What's the Cure?

Gary Roberts
Gary Roberts
Moderator
Joined: 9 Feb 05
Posts: 5851
Credit: 110303079217
RAC: 29537734

RE: Unlikely. If you look

Message 97473 in response to message 97470

Quote:
Unlikely. If you look at host 2262468, where I got the example task from, the time interval between tasks isn't enough to iterate the full run 100 times with a file deletion between each run.....


Yes, I'm indeed guilty of not going through the detailed tasks lists of both hosts and just simply accepting at face value the statements about just the ABP2 tasks always failing with the "too many exit(0)s" message. I didn't appreciate that both hosts were involved and that there were errors with GW tasks as well as ABP2.

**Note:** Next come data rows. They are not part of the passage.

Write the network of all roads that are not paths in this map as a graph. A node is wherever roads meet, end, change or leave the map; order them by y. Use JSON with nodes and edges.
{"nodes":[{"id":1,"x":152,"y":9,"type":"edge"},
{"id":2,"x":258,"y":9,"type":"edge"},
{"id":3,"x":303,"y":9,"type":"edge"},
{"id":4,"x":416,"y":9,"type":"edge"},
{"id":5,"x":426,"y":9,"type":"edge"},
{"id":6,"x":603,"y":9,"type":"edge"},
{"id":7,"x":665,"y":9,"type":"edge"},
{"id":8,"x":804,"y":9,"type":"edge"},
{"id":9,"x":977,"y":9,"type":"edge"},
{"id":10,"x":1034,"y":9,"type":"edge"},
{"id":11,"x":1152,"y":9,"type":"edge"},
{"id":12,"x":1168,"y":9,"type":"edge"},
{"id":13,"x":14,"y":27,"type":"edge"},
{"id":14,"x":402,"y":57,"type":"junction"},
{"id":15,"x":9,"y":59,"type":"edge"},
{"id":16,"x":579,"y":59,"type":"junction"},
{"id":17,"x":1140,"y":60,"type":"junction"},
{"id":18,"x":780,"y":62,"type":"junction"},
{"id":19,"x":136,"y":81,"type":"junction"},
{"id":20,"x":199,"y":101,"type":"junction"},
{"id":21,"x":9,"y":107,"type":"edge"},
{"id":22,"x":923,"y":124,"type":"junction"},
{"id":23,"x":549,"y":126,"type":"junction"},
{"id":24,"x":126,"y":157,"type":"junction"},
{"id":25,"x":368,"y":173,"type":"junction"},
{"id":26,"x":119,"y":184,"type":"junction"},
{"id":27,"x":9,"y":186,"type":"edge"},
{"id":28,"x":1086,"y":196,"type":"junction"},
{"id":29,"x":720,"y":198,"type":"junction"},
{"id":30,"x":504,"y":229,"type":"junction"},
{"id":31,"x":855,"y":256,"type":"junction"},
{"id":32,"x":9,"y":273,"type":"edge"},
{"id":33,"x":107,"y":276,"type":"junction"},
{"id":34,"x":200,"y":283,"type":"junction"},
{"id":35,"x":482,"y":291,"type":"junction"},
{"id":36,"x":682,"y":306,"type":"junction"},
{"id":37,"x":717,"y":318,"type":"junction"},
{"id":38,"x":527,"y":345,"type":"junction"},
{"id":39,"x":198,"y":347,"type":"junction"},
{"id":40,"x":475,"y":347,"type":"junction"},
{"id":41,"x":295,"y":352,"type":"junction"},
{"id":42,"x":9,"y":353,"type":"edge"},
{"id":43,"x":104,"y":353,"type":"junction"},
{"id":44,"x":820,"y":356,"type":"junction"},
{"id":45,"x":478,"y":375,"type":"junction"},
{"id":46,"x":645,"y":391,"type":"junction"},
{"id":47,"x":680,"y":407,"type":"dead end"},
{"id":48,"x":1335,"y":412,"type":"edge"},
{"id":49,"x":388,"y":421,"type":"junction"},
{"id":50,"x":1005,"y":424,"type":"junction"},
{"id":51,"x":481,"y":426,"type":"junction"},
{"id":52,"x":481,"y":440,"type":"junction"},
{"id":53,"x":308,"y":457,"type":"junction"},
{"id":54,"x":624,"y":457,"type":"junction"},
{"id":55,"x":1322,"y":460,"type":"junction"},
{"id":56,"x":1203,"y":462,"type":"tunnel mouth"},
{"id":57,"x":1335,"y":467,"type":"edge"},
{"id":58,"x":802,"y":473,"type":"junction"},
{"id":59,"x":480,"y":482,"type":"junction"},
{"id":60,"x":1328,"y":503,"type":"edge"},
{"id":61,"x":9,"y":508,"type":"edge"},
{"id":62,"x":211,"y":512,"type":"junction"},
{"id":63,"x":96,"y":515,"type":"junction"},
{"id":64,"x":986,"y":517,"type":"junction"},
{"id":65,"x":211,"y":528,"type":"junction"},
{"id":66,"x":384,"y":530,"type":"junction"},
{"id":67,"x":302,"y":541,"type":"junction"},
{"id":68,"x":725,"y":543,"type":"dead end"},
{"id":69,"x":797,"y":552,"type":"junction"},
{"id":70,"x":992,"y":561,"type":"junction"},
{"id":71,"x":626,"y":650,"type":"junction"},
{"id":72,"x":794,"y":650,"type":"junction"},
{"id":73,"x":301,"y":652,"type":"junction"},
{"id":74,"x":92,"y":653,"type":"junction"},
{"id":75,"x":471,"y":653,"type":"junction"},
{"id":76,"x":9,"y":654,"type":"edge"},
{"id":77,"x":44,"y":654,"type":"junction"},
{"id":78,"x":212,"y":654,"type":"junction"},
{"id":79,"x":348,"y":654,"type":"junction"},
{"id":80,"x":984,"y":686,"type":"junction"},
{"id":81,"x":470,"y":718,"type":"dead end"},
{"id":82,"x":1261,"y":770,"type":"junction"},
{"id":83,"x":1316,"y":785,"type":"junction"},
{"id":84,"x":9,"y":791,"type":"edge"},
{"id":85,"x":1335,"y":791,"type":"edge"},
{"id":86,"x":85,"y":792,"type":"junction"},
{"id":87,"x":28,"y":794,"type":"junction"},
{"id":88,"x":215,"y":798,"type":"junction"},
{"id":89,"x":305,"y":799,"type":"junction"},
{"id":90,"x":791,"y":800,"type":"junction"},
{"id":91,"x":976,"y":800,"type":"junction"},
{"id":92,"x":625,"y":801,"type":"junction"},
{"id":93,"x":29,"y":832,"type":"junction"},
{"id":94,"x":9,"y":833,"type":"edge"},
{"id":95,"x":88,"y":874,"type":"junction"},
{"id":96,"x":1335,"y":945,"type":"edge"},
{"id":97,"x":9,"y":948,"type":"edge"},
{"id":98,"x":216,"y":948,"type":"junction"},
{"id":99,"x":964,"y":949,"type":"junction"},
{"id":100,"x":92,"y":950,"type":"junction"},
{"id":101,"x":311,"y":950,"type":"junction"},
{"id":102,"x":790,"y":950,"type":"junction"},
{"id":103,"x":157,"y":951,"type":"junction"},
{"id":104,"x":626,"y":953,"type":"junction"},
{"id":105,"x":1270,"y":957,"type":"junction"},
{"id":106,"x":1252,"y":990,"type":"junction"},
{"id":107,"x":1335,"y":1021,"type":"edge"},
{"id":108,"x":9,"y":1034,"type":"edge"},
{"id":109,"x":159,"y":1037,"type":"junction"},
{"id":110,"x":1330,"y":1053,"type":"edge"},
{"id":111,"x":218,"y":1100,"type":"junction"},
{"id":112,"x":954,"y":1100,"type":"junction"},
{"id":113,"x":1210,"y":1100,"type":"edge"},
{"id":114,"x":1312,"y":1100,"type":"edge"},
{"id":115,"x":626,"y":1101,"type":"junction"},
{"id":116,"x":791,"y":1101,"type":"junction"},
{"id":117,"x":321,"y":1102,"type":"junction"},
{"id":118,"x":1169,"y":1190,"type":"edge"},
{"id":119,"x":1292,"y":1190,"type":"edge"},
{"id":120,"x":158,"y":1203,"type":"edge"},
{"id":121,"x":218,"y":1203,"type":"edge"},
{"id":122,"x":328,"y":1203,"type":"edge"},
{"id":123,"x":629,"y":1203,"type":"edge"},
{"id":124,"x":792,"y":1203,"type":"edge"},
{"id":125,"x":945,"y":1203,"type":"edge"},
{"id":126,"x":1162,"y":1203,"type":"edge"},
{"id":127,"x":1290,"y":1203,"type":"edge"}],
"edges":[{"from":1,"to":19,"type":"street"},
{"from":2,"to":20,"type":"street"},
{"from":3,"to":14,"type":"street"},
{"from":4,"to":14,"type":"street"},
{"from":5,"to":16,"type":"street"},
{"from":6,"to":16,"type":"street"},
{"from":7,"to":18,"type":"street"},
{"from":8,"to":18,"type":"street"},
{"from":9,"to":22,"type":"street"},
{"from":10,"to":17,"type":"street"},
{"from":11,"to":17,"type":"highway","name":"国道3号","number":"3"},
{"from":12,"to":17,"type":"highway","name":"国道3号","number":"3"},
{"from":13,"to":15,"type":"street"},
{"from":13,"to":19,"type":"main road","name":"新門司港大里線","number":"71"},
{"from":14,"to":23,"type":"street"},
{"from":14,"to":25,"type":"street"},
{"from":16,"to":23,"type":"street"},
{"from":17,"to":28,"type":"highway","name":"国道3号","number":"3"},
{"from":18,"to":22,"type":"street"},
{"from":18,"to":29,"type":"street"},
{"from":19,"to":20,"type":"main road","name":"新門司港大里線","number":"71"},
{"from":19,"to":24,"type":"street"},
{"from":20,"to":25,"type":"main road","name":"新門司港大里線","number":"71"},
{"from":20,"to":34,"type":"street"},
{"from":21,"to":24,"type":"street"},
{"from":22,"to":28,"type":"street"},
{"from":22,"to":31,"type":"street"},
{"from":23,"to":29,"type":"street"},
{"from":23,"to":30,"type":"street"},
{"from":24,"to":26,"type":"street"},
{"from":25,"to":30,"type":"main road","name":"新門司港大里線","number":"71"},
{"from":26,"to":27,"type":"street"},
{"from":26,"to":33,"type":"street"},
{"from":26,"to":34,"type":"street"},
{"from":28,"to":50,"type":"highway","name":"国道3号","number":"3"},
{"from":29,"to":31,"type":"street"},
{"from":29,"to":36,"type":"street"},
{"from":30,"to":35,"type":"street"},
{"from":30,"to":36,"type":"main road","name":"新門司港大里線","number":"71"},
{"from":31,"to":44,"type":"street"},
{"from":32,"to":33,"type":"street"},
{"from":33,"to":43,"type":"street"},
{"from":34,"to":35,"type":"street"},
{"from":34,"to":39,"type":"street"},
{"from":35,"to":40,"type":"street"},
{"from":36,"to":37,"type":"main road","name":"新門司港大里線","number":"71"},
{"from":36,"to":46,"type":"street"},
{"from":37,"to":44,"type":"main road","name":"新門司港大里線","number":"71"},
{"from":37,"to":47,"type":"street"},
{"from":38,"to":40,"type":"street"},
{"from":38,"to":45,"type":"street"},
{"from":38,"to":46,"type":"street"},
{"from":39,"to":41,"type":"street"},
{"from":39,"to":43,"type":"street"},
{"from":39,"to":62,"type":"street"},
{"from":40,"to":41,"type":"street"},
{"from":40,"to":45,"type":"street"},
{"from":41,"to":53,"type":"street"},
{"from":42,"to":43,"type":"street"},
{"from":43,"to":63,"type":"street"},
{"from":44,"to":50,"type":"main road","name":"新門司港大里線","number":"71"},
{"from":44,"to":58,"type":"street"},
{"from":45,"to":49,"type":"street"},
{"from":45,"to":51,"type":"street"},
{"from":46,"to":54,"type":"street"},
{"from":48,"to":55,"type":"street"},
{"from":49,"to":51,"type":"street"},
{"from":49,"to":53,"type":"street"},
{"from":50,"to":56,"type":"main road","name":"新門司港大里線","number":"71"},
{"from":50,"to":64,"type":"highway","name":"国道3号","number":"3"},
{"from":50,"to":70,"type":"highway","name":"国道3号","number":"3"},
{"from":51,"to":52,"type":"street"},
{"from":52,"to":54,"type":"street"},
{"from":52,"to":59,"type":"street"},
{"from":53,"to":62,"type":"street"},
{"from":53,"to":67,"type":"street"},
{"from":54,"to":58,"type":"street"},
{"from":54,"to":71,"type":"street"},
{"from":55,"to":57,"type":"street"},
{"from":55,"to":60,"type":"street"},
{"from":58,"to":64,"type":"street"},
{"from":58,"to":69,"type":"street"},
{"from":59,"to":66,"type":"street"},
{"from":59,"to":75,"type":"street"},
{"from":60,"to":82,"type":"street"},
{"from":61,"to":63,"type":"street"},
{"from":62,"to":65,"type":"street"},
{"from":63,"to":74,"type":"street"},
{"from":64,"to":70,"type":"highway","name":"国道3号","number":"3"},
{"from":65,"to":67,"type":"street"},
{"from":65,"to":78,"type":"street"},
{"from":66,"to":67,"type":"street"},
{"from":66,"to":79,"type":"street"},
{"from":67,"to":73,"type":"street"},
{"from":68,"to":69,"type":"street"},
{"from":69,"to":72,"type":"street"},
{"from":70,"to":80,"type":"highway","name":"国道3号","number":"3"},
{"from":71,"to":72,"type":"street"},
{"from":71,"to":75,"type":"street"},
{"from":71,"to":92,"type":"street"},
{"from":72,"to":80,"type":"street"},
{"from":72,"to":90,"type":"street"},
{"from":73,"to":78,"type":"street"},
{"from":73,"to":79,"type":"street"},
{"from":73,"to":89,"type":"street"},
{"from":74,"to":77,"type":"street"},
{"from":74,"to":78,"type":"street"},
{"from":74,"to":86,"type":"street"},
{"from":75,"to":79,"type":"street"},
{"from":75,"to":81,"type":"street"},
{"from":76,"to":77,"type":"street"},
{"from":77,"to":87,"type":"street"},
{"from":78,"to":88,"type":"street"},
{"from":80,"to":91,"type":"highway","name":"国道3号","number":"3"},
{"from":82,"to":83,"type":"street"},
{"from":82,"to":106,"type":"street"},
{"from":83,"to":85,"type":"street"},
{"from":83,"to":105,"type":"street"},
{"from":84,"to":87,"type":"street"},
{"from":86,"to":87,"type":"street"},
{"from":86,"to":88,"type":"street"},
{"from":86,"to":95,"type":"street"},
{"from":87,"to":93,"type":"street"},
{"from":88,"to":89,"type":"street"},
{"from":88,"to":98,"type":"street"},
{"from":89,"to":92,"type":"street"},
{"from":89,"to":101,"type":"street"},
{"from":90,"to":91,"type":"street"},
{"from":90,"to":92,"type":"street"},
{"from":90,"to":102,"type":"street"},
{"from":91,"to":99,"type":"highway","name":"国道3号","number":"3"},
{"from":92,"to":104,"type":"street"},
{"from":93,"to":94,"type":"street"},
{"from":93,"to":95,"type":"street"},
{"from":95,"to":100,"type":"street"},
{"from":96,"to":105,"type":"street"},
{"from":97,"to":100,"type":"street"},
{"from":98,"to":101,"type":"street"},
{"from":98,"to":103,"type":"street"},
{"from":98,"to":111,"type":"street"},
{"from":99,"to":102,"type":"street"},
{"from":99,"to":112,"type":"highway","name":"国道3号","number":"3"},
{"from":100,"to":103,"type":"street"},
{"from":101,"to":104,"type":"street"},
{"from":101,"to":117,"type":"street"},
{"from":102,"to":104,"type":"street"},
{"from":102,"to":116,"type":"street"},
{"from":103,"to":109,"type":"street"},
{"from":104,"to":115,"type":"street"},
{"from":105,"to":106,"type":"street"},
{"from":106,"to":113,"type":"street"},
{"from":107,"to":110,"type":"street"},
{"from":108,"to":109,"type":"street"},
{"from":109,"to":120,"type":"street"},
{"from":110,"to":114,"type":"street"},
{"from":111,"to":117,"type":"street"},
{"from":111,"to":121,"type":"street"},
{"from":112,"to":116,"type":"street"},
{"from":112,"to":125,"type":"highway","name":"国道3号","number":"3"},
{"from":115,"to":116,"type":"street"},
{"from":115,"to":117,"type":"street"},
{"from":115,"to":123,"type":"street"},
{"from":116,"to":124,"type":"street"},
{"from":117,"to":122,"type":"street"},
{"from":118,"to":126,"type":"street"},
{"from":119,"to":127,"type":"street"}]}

Also I wasn't suggesting that a "full run 100 times" was involved. My understanding is that everything takes place in a slot directory and (amongst other things) there will be a temporary output file created there very early in the piece and appended to from time to time (in normal circumstances). It's perhaps this file that the security software is interfering with. I envisaged that the 100 exit(0)s could occur quite quickly and then BOINC comes along and attempts to move/copy/rename the remnants of the temp file to the name supplied in the originally downloaded result template, so as to upload whatever it can. Because of the interference, it fails and this is when BOINC describes it as 'output file missing'. So, it's very much BOINC reporting the 'consequences' and actually not needing a lot of time to do so.

Quote:
It's a problem - like many others - with recent BOINC versions: they report the consequences of an error (the expected output files didn't exist), but they're too coy to actually say there was an error in the first place. Ticket [trac]#985[/trac] relates.


Fully agree with this.

Cheers,
Gary.

Gary Roberts
Gary Roberts
Moderator
Joined: 9 Feb 05
Posts: 5851
Credit: 110303079217
RAC: 29537734

RE: ... Could this be our

Message 97474 in response to message 97471

Quote:
... Could this be our old friend the clunky thermal throttling back again?


My impression was that throttling tended to cause comp errors with random (and usually non-zero) amounts of CPU time clocked up before failure. I guess it's possible and certainly Jack should tell us if he's using throttling at all.

Cheers,
Gary.

Jord
Joined: 26 Jan 05
Posts: 2952
Credit: 5779100
RAC: 0

RE: And yet exit(0) ought

Message 97475 in response to message 97472

Quote:
And yet exit(0) ought mean a happy exit .... or is the general 'non-zero values are true' boolean rule equating to a 'false' message here? Are we sure of the exit(0) semantics in this case? Maybe it's just too many exits per se, regardless of the return code.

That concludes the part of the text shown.